REQUIRED ACTION
Every entry must be transcribed without alteration.

#### INPUT MATERIAL

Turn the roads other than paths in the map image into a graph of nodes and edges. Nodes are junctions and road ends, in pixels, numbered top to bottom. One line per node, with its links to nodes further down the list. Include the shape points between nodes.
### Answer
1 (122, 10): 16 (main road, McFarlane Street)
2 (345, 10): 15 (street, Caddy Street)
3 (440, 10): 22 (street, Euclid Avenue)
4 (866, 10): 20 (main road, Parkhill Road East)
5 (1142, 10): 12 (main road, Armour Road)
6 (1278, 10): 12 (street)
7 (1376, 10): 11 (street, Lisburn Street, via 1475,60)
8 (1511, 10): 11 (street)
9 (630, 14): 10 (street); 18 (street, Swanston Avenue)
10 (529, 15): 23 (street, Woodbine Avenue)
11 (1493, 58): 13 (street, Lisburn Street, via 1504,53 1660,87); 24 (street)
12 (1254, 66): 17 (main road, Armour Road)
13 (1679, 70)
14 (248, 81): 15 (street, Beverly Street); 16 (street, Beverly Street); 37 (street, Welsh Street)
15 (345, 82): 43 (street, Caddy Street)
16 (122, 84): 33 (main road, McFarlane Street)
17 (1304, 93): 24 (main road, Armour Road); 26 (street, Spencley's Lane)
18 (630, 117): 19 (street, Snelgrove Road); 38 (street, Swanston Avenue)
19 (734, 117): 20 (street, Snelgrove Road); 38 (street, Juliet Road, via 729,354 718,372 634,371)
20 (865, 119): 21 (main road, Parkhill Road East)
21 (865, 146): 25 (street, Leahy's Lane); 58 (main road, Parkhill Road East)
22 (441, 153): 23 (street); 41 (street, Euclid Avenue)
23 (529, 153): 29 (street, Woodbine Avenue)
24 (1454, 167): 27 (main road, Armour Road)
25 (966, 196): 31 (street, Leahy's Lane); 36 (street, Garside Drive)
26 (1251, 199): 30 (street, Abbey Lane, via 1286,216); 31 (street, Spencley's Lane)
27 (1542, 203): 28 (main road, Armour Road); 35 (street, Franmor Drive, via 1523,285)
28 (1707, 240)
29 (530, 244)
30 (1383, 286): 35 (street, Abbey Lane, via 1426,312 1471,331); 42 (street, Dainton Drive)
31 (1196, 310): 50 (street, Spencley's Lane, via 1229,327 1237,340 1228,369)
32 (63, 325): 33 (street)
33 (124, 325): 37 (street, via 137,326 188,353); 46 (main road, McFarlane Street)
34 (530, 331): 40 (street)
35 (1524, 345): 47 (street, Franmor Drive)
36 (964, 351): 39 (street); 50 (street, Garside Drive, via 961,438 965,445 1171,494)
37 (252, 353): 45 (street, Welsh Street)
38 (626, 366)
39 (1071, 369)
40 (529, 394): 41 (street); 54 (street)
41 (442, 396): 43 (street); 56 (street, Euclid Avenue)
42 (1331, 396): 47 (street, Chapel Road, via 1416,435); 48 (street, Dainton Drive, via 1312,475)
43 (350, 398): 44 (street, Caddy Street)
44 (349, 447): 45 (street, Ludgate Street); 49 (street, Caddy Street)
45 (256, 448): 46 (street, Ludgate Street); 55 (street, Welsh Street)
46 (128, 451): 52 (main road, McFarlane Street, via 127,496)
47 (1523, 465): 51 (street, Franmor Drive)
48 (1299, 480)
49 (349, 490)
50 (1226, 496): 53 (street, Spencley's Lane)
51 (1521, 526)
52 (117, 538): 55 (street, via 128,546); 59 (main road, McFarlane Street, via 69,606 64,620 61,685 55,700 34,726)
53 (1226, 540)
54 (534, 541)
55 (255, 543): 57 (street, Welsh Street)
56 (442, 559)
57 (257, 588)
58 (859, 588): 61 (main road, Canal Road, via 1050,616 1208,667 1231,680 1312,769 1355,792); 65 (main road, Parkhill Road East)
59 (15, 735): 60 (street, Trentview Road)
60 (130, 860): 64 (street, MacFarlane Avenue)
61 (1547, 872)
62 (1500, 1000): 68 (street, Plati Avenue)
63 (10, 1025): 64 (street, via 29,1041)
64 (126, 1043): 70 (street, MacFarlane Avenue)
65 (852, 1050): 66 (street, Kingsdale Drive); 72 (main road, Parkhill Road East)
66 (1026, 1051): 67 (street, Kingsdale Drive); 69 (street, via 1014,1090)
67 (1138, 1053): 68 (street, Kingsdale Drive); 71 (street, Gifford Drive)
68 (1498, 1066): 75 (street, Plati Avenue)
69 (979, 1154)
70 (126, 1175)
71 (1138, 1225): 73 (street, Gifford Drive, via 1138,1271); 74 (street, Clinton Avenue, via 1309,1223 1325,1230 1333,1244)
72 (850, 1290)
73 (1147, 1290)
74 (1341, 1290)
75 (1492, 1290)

########

RESULT OF THIS TASK
Turn the roads other than paths in the map image into a graph of nodes and edges. Nodes are junctions and road ends, in pixels, numbered top to bottom. One line per node, with its links to nodes further down the list. Include the shape points between nodes.
### Answer
1 (122, 10): 16 (main road, McFarlane Street)
2 (345, 10): 15 (street, Caddy Street)
3 (440, 10): 22 (street, Euclid Avenue)
4 (866, 10): 20 (main road, Parkhill Road East)
5 (1142, 10): 12 (main road, Armour Road)
6 (1278, 10): 12 (street)
7 (1376, 10): 11 (street, Lisburn Street, via 1475,60)
8 (1511, 10): 11 (street)
9 (630, 14): 10 (street); 18 (street, Swanston Avenue)
10 (529, 15): 23 (street, Woodbine Avenue)
11 (1493, 58): 13 (street, Lisburn Street, via 1504,53 1660,87); 24 (street)
12 (1254, 66): 17 (main road, Armour Road)
13 (1679, 70)
14 (248, 81): 15 (street, Beverly Street); 16 (street, Beverly Street); 37 (street, Welsh Street)
15 (345, 82): 43 (street, Caddy Street)
16 (122, 84): 33 (main road, McFarlane Street)
17 (1304, 93): 24 (main road, Armour Road); 26 (street, Spencley's Lane)
18 (630, 117): 19 (street, Snelgrove Road); 38 (street, Swanston Avenue)
19 (734, 117): 20 (street, Snelgrove Road); 38 (street, Juliet Road, via 729,354 718,372 634,371)
20 (865, 119): 21 (main road, Parkhill Road East)
21 (865, 146): 25 (street, Leahy's Lane); 58 (main road, Parkhill Road East)
22 (441, 153): 23 (street); 41 (street, Euclid Avenue)
23 (529, 153): 29 (street, Woodbine Avenue)
24 (1454, 167): 27 (main road, Armour Road)
25 (966, 196): 31 (street, Leahy's Lane); 36 (street, Garside Drive)
26 (1251, 199): 30 (street, Abbey Lane, via 1286,216); 31 (street, Spencley's Lane)
27 (1542, 203): 28 (main road, Armour Road); 35 (street, Franmor Drive, via 1523,285)
28 (1707, 240)
29 (530, 244)
30 (1383, 286): 35 (street, Abbey Lane, via 1426,312 1471,331); 42 (street, Dainton Drive)
31 (1196, 310): 50 (street, Spencley's Lane, via 1229,327 1237,340 1228,369)
32 (63, 325): 33 (street)
33 (124, 325): 37 (street, via 137,326 188,353); 46 (main road, McFarlane Street)
34 (530, 331): 40 (street)
35 (1524, 345): 47 (street, Franmor Drive)
36 (964, 351): 39 (street); 50 (street, Garside Drive, via 961,438 965,445 1171,494)
37 (252, 353): 45 (street, Welsh Street)
38 (626, 366)
39 (1071, 369)
40 (529, 394): 41 (street); 54 (street)
41 (442, 396): 43 (street); 56 (street, Euclid Avenue)
42 (1331, 396): 47 (street, Chapel Road, via 1416,435); 48 (street, Dainton Drive, via 1312,475)
43 (350, 398): 44 (street, Caddy Street)
44 (349, 447): 45 (street, Ludgate Street); 49 (street, Caddy Street)
45 (256, 448): 46 (street, Ludgate Street); 55 (street, Welsh Street)
46 (128, 451): 52 (main road, McFarlane Street, via 127,496)
47 (1523, 465): 51 (street, Franmor Drive)
48 (1299, 480)
49 (349, 490)
50 (1226, 496): 53 (street, Spencley's Lane)
51 (1521, 526)
52 (117, 538): 55 (street, via 128,546); 59 (main road, McFarlane Street, via 69,606 64,620 61,685 55,700 34,726)
53 (1226, 540)
54 (534, 541)
55 (255, 543): 57 (street, Welsh Street)
56 (442, 559)
57 (257, 588)
58 (859, 588): 61 (main road, Canal Road, via 1050,616 1208,667 1231,680 1312,769 1355,792); 65 (main road, Parkhill Road East)
59 (15, 735): 60 (street, Trentview Road)
60 (130, 860): 64 (street, MacFarlane Avenue)
61 (1547, 872)
62 (1500, 1000): 68 (street, Plati Avenue)
63 (10, 1025): 64 (street, via 29,1041)
64 (126, 1043): 70 (street, MacFarlane Avenue)
65 (852, 1050): 66 (street, Kingsdale Drive); 72 (main road, Parkhill Road East)
66 (1026, 1051): 67 (street, Kingsdale Drive); 69 (street, via 1014,1090)
67 (1138, 1053): 68 (street, Kingsdale Drive); 71 (street, Gifford Drive)
68 (1498, 1066): 75 (street, Plati Avenue)
69 (979, 1154)
70 (126, 1175)
71 (1138, 1225): 73 (street, Gifford Drive, via 1138,1271); 74 (street, Clinton Avenue, via 1309,1223 1325,1230 1333,1244)
72 (850, 1290)
73 (1147, 1290)
74 (1341, 1290)
75 (1492, 1290)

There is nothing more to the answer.